Opinião

Artigo: Ondas perdidas

Referindo-se a nosso país, Paulo Guedes filosofou: %u201CPerdemos a grande onda da globalização e da inovação, então, essa mudança vai levar um tempo, mas estamos a caminho%u201D.

Correio Braziliense
postado em 30/05/2020 13:50
Paulo Guedes
Nestes tempos de epidemia, a história se precipita. Da noite para o dia, o ritmo acelerado dos acontecimentos envelhece as notícias. Casos da semana passada já estão no arquivo morto; coisas de três meses atrás já estão entrando no livro de história. Faz quatro meses, Paulo Guedes visitou o Fórum Econômico Mundial, em Davos, onde recebeu, na ausência do presidente, as honras devidas ao Brasil. Sua fala passou quase despercebida. É verdade que ele não fez nenhuma revelação acachapante. Referindo-se a nosso país, filosofou: “Perdemos a grande onda da globalização e da inovação, então, essa mudança vai levar um tempo, mas estamos a caminho”.

O ministro não foi o primeiro a passar recibo da lentidão de reação de nosso país. Cem anos atrás, o estadista francês Georges Clémenceau (1841-1929) já tinha se dado conta disso. Quando lhe contaram que o Brasil era o país do futuro, replicou ferino: “E há de continuar assim por muito tempo”. Tinha razão.

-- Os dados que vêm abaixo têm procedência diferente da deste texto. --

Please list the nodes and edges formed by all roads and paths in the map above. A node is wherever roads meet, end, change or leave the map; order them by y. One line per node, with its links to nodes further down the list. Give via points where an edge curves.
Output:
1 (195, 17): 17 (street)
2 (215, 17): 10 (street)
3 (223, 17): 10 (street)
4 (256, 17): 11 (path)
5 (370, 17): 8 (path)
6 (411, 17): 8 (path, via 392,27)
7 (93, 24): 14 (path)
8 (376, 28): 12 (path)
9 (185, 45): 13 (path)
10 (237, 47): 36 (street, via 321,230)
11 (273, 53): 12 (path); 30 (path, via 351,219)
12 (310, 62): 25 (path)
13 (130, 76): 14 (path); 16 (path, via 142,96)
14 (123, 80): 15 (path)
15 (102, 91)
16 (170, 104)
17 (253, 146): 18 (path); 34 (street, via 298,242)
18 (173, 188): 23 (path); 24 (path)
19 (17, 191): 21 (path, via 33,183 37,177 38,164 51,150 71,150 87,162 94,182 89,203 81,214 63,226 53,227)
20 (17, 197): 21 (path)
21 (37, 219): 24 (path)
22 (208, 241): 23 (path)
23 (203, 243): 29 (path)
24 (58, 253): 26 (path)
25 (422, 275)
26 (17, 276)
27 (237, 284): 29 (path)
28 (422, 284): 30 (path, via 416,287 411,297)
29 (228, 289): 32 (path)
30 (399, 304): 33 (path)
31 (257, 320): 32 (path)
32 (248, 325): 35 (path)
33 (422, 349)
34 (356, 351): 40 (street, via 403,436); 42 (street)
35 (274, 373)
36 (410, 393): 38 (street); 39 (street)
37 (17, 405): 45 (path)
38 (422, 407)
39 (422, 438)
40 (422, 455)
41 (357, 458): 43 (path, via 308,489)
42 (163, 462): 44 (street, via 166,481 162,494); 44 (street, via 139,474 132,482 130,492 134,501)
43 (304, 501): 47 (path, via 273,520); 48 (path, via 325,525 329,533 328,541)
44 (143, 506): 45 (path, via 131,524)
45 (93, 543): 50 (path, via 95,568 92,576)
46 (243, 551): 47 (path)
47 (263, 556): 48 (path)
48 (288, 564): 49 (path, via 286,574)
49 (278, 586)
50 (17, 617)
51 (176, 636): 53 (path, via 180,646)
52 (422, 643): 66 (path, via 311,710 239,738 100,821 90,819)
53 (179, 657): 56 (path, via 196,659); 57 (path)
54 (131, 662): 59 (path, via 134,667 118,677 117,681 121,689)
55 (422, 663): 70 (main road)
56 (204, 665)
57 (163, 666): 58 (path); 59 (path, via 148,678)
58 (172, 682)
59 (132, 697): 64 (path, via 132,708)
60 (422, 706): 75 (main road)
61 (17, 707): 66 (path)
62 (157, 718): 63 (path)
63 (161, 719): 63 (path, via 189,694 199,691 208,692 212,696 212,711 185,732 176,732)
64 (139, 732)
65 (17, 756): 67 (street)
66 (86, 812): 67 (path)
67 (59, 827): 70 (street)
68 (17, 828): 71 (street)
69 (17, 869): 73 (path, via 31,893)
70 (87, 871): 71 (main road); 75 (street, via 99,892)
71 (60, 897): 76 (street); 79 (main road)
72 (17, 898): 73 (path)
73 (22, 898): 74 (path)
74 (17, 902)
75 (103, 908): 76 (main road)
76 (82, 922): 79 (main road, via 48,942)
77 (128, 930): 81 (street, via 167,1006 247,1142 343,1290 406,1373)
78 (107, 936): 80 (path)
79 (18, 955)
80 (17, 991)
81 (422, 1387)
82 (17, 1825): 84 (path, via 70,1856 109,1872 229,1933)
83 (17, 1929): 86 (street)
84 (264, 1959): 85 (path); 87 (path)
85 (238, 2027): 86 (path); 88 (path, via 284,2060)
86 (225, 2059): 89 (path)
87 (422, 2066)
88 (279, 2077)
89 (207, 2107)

Um século depois, o futuro radioso ainda não se vê. Toda vez que a gente pensa que a hora boa chegou, a realidade se encarrega de nos desenganar. Perdemos não só a onda da globalização e da inovação, sublinhada pelo ministro, mas muitas outras. Chegassem todas juntas, formariam um tsunami. Nossa maré baixa já vem de longe.

Perdeu-se a memória do Brasil imperial, defunto há mais de 130 anos. Nenhum vivente sabe mais, de experiência própria, como era então a vida. Mas a história ensina que, em terras onde o chefe de Estado é permanente e desprovido de poder real, a estabilidade política é superior. Entra governo, sai governo, a figura do patriarca vitalício é garantia de segurança. Essa onda da estabilidade política, que a República não soube compensar, perdemos.

O ensino foi sempre tratado com pouco caso. A primeira universidade das Américas foi fundada nos anos 1530; a abertura da Escola de Cirurgia da Bahia — primeiro curso superior do Brasil — só ocorreria 250 anos mais tarde. Já demos a largada com dois séculos e meio de atraso. O desdém para o estudo se reflete até nossos dias. Na virada do século 19 para o 20, dois em cada três brasileiros maiores de 15 anos eram analfabetos. Em 1950, metade da população ainda não sabia ler nem escrever.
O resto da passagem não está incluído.